Mobility Hero Tutorials

 View Only
last person joined: 2 months ago 

WLAN Architecture

By j.easley Unpublished


Tutorial submitted by: Christoffer


As a quite recently examinated CWDP I´d like to contribute to this tutorial collection with one of my favourite subjects in the book, WLAN Architecture. I´m also guessing this is a hot topic for many of us Aruba engineers who offers and deploys WLAN solutions to customers and are constantly faced with the choice of Controllers vs Instant.


So what is WLAN architecture?

Simply put I´d like to summarize WLAN architecture as the design of where different operations regarding the WLAN is performed. These decisions are to be made out of knowledge of customer demands and traffic patterns. In the book they talk about three working planes of a WLAN, they are:


Data plane

  • Data forwarding

Management plane

  • Configuration
  • Firmware handling
  • Monitoring

Control plane

  • Dynamic RF
  • Mobility/Roaming
  • Load balancing
  • Encryption/Decryption
  • QoS tagging
  • Data filtering

Centralized Architecture


Centralized architecture is where you offload these three working planes to a central location. In the book they refer to the sub types of it by using the terms “Remote mac”, “Split mac” and “Local mac”. To remember which is which, I find it easy to think about the mac functionalities as “remote” for me as a client is the controller and “local” for me is the AP. Split is of course split functionality between the controller and the AP.


There are many advantages of a centralized WLAN architecture. I´m going to give you an example of how easily we can leverage it in the deployment at a customer site.


This is a simple drawing of a customer that wants to implement WLAN in their existing building that only uses wire today. There are 500 users carrying 2 devices per person on average in this 7 floor building.




It´s a pain to create new WLAN client VLANs, distributing these to all the access switches, put the new VLANs on all the trunks, configure trunk ports for the access points making sure that the APs connect to correctly configured ports and then repeating these steps if the number of devices would to exceed the max clients of the VLANs.
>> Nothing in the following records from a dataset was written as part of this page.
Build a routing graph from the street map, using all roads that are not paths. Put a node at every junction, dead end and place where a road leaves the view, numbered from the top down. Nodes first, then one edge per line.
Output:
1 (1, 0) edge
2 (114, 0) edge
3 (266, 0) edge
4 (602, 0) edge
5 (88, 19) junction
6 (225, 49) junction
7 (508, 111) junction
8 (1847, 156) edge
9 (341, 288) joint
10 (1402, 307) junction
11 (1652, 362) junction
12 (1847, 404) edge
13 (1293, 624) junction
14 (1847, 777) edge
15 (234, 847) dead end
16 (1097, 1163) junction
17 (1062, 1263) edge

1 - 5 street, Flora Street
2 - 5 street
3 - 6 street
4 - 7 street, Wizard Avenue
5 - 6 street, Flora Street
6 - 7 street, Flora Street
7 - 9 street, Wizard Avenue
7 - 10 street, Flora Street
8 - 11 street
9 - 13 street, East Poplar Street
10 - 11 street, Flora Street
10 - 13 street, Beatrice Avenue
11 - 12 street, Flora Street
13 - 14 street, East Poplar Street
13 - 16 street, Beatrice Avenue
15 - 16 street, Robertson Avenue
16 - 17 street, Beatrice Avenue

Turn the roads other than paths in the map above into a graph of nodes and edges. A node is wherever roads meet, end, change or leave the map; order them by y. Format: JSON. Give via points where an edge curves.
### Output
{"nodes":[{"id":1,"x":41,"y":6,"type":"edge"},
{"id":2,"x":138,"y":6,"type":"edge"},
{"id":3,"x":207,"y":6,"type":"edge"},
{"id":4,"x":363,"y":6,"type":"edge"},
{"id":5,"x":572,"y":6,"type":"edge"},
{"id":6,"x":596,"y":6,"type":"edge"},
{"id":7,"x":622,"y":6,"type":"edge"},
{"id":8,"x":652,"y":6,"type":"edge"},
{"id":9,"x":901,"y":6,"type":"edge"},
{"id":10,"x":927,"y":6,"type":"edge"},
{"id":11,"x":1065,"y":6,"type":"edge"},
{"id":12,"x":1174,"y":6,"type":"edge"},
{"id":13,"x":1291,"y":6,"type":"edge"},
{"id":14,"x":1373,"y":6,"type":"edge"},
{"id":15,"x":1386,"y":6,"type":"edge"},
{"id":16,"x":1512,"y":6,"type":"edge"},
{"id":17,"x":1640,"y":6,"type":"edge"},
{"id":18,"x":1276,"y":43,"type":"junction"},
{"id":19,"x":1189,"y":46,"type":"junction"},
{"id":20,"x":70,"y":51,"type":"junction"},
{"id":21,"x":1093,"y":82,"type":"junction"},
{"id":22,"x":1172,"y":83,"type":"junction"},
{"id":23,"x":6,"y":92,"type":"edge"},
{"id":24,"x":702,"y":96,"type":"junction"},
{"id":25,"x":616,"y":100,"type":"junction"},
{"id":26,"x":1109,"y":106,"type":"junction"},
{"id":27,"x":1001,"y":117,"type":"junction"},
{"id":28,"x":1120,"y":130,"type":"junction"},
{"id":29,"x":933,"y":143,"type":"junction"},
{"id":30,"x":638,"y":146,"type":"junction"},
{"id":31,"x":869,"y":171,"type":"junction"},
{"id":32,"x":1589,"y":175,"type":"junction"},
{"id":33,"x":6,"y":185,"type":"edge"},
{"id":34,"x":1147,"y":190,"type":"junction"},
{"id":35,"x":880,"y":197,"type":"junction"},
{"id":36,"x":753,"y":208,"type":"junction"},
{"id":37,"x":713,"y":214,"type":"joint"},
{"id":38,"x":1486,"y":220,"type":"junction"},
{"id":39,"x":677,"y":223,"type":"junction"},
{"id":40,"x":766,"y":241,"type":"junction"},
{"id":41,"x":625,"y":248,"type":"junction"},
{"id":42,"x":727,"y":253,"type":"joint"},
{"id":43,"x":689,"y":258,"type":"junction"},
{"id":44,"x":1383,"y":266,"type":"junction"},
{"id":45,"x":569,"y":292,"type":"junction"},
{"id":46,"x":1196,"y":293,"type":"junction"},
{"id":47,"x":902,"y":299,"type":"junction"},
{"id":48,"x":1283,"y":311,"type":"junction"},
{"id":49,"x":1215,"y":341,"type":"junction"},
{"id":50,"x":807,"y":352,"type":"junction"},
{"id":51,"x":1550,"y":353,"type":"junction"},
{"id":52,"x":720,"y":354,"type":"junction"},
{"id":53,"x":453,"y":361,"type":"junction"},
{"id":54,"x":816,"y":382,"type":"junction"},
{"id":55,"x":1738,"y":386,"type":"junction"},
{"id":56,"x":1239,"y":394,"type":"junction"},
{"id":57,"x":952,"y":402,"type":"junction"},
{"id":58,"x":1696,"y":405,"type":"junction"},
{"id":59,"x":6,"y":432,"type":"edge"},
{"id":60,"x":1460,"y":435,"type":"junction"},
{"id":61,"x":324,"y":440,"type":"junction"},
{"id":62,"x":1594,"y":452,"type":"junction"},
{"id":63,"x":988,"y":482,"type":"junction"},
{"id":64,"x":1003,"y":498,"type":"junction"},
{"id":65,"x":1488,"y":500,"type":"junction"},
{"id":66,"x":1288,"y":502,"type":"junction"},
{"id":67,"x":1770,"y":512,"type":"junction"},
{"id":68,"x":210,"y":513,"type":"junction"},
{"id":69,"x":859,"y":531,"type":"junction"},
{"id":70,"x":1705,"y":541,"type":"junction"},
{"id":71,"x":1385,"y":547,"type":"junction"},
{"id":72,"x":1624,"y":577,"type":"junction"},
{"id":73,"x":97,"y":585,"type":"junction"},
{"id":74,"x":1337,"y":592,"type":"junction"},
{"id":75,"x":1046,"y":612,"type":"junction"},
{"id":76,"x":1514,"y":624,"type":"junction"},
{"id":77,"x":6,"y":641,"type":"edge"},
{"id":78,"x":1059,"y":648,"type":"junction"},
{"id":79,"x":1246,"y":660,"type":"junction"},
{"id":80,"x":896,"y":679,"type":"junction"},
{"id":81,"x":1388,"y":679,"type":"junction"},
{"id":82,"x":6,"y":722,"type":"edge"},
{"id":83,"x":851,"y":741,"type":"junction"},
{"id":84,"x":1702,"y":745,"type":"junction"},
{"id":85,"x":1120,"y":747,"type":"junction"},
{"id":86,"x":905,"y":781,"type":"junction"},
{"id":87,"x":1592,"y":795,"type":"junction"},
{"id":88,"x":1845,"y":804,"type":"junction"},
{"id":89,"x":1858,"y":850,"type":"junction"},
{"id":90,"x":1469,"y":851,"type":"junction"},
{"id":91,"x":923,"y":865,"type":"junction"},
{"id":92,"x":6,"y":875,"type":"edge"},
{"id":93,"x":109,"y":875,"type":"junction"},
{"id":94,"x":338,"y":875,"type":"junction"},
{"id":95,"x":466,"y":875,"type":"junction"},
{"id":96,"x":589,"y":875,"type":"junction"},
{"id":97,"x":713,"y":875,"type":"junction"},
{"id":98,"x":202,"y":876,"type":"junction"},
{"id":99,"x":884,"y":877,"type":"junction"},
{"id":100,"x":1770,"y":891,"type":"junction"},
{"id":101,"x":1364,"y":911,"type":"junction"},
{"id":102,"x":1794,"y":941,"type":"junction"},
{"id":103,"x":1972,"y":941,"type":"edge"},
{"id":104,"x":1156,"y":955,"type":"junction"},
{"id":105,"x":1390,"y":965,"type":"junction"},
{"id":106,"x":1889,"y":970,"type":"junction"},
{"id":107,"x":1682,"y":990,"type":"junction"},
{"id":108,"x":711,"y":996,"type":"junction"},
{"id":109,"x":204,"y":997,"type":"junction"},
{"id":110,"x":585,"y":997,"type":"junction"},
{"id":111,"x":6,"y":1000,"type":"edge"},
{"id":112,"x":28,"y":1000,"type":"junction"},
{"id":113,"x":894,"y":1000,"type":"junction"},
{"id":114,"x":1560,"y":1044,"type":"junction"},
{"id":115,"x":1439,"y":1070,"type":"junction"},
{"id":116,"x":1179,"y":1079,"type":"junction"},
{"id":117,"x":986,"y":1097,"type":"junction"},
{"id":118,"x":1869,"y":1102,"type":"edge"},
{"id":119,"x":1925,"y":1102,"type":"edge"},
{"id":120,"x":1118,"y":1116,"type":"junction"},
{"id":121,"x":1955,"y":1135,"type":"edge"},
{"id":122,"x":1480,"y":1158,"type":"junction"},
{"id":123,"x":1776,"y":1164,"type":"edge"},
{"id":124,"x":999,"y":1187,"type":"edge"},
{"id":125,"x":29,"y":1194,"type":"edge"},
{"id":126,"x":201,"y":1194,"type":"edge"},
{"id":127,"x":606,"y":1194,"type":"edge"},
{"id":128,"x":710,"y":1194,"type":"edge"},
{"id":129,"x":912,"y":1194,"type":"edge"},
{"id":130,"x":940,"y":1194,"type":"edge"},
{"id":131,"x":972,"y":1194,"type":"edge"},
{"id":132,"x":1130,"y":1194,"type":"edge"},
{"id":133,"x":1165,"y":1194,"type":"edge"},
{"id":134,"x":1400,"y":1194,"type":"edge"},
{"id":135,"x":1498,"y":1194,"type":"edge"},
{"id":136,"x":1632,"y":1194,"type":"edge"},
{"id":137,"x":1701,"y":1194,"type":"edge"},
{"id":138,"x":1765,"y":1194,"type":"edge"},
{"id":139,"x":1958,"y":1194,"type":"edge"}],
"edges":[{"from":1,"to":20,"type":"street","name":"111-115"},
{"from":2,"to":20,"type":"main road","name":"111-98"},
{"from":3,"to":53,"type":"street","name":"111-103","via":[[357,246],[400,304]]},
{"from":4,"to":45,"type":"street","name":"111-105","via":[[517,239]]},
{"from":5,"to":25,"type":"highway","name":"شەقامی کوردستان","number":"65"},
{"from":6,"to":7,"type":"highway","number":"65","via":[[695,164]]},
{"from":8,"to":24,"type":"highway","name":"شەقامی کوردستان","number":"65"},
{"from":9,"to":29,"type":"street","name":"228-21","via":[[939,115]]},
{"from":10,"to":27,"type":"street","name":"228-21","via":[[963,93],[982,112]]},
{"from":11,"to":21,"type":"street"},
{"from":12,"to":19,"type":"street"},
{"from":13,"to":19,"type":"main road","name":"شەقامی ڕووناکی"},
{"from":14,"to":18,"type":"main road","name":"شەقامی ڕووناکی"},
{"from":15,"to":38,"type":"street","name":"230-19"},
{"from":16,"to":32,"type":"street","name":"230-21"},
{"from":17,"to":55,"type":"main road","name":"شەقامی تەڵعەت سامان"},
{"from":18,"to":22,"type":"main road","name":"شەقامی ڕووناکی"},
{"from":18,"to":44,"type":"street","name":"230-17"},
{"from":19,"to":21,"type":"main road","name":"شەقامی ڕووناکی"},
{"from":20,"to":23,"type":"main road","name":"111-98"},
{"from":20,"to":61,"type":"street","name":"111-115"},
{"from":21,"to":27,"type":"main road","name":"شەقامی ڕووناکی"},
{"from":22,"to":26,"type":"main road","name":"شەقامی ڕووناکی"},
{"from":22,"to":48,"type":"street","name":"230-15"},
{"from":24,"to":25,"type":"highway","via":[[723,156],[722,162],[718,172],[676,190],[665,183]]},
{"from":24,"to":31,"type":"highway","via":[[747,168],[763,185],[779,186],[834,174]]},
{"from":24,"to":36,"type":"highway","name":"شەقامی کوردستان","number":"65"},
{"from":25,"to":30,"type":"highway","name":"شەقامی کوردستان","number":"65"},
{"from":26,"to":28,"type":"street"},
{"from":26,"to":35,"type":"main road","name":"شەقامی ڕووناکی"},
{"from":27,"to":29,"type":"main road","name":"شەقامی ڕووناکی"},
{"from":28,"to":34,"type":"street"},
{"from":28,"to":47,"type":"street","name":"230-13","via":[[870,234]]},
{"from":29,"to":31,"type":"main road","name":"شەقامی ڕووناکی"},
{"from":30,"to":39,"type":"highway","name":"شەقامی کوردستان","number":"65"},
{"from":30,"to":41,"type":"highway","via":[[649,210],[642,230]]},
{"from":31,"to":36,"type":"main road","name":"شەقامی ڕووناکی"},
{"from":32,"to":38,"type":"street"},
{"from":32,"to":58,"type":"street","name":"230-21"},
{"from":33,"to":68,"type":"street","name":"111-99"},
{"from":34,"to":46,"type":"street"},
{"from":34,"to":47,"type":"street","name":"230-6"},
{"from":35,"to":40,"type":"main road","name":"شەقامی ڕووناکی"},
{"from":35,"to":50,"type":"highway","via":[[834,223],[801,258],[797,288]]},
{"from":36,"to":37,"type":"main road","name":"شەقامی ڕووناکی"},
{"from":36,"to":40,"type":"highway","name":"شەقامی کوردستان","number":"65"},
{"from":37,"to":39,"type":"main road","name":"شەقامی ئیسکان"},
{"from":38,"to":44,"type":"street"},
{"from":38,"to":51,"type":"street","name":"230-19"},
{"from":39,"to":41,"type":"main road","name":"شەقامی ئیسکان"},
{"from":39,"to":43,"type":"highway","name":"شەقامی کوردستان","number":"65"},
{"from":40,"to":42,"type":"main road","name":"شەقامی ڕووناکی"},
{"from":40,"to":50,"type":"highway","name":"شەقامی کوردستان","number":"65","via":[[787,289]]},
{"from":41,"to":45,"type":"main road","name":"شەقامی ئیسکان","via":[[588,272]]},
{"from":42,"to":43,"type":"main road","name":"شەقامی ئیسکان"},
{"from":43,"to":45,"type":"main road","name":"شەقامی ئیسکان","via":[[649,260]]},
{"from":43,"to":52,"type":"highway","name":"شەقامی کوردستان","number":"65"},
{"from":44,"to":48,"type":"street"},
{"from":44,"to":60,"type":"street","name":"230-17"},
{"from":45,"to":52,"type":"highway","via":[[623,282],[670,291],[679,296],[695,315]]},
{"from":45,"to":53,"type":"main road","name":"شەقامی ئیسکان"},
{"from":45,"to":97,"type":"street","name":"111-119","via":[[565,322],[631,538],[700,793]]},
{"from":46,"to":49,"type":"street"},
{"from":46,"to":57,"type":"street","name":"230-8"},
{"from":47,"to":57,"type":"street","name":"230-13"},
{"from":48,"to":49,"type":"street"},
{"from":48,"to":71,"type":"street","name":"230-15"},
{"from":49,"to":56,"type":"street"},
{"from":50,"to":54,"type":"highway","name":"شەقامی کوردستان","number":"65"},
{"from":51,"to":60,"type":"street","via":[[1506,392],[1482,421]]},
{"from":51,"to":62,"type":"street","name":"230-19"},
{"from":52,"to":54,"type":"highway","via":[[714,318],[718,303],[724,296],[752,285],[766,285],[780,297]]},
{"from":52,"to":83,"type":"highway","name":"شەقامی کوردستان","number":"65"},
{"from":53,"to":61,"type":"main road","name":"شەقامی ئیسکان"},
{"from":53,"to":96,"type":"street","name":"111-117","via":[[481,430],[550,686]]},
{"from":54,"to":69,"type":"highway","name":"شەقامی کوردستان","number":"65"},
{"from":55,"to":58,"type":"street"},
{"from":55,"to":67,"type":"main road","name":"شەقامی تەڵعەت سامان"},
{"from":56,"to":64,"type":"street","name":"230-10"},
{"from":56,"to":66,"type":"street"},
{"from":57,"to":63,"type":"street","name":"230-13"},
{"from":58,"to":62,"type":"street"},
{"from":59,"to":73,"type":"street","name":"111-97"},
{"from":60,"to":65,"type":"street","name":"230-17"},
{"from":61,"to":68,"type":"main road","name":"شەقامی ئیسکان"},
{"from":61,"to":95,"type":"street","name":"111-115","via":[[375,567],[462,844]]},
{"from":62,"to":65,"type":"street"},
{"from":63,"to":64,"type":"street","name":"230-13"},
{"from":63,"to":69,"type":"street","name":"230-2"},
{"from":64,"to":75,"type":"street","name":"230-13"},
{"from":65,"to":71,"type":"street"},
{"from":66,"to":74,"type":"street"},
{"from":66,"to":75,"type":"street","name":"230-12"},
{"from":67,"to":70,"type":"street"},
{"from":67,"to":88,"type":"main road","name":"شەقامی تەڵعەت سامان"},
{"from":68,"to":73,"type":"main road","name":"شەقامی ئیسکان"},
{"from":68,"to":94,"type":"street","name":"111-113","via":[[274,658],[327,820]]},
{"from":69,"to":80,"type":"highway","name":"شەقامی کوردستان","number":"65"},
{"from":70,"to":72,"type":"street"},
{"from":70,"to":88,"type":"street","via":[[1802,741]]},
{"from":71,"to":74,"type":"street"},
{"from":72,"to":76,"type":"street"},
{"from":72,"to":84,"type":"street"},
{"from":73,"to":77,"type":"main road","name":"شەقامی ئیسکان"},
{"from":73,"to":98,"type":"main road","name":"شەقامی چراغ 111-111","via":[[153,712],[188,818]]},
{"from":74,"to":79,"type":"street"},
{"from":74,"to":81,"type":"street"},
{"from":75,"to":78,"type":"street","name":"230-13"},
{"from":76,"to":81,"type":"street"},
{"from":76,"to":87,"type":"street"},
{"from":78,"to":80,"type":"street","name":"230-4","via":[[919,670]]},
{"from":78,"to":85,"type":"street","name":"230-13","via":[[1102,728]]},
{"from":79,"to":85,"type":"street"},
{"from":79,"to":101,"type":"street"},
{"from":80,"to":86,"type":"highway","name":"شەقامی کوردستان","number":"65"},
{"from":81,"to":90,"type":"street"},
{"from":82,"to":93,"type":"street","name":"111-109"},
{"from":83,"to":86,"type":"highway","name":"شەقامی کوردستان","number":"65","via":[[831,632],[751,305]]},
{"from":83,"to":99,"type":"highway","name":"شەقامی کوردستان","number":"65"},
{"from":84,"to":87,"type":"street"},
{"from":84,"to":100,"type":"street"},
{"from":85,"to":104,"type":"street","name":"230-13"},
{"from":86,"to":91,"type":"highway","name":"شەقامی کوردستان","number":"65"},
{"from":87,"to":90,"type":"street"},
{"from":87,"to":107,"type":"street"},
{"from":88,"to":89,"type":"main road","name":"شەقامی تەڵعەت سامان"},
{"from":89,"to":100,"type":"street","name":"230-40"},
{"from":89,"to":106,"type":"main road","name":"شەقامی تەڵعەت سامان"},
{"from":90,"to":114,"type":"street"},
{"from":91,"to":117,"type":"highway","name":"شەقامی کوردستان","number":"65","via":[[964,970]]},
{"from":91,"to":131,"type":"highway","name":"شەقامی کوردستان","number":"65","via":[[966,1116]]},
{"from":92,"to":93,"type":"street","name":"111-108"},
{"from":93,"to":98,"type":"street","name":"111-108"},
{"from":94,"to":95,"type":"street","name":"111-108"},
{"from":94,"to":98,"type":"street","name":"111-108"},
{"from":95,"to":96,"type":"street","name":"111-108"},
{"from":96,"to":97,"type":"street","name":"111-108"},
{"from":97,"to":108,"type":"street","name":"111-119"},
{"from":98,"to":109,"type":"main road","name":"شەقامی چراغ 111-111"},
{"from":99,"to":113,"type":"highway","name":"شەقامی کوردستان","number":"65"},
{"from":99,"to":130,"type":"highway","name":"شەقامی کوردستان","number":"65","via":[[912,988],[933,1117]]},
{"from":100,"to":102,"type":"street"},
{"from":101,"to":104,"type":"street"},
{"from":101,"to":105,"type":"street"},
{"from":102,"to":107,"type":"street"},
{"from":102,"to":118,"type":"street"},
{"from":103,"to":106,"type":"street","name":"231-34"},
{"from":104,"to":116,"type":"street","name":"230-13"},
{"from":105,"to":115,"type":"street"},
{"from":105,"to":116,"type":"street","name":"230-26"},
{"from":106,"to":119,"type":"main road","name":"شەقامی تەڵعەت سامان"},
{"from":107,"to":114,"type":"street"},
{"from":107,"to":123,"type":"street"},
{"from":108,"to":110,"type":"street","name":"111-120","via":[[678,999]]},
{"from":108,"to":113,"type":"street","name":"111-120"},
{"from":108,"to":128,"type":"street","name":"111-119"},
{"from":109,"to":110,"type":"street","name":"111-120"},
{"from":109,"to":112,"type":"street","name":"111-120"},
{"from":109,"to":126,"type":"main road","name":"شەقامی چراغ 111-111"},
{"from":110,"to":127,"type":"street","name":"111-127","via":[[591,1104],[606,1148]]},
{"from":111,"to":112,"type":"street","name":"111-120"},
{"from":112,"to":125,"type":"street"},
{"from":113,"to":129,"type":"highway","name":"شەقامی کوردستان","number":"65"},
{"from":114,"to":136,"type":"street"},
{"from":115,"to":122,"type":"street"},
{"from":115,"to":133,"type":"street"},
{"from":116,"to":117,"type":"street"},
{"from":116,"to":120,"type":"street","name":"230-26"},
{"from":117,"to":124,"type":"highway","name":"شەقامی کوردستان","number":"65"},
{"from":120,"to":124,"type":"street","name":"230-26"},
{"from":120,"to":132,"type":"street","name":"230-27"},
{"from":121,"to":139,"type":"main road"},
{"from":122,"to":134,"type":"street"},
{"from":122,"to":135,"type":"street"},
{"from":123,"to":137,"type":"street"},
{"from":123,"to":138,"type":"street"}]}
In this picture we´ve decided to move in with a controller in the Core/Distribution layer and centralize the working planes there. This leaves us with a very simple overlay implementation where AP´s are connected to wired client WLANs, build their tunnel to the controller that will handle all data, control and management functionalities.  New WLAN client VLANs are created and only put on the trunk to the controller.


The users will be able to roam freely between floors and enjoy the power of centralized mobility handling, encrypted data all the way to the controller and dynamically planned radio environment. For the administrators of this network, they have one single point of management, one place to troubleshoot WLAN issues and only one radius client had to be created for this.


Possible drawbacks of a centralized architecture:


Cost – controllers aren´t free, neither are licenses.
Latency and bottlenecks – If implemented incorrectly, tunneling can create detours and traffic jams.
Scalability – It´s hard to size the controllers for a customer who´s maybe going to grow their WLAN, but maybe not.
Single point of failure – To implement redundancy, put more controllers in.


Distributed architecture


Moving on to the distributed architecture, in Aruba terms Instant, we´re looking at something that looks like the old way of autonomous/fat/thick AP´s but in reality it´s far from it. Unlike autonomous AP´s a smart distributed architecture share control plane with their neighboring access points, enabling all the nice feature you´d expect from a WLAN controller, but distributed to Aps themselves. This is achieved by using inter-AP communication protocols.


If you´re deploying only one site with a distributed architecture, we could say that you are spreading out the “data plane” to all individual AP´s but keeping the “control plane” and the “management plane” common for all the AP´s. All mac functionalities are provided by each AP.


The true advantage of a distributed architecture comes when you´ve got multiple sites, maybe each have their own internet access, maybe there´s local resources to each site, maybe they demand local survivability. By deploying a distributed architecture in this scenario you make data forwarding local to each AP, control functionality local to each site and of course you want management plane offloaded to a central or cloud WNMS (Airwave or Central for example). By the way, distributed architecture is redundant by design! Here´s a design example for a company with many distributed locations, local resources and internet access:




Possible drawbacks of a distributed architecture:

More RADIUS clients – Each cluster or AP is typically a radius client that needs to be configured on the RADIUS server.
More switch configuration – You´ll need all the client VLANs on the AP trunk ports.
Shorter encryption – AP decrypts the traffic and puts in on the wire.


Final words:

Having all this said, I´d also want to add that many of the vendor implementations you find out there today can act as a hybrid between these two architectures. The most important thing is that you learn how to listen to your customers need and translate that into the best architecture for them. Keep your head straight when designing redundancy and local survivability, I´ve seen to many redundant networks fail because of bad design. Know who your radius clients are, who and where your radius servers are, who and where your DHCP servers are, and make sure those new client VLANs are created on all controllers/switches/trunk ports!


Best of luck to all of you passing the CWDP exam!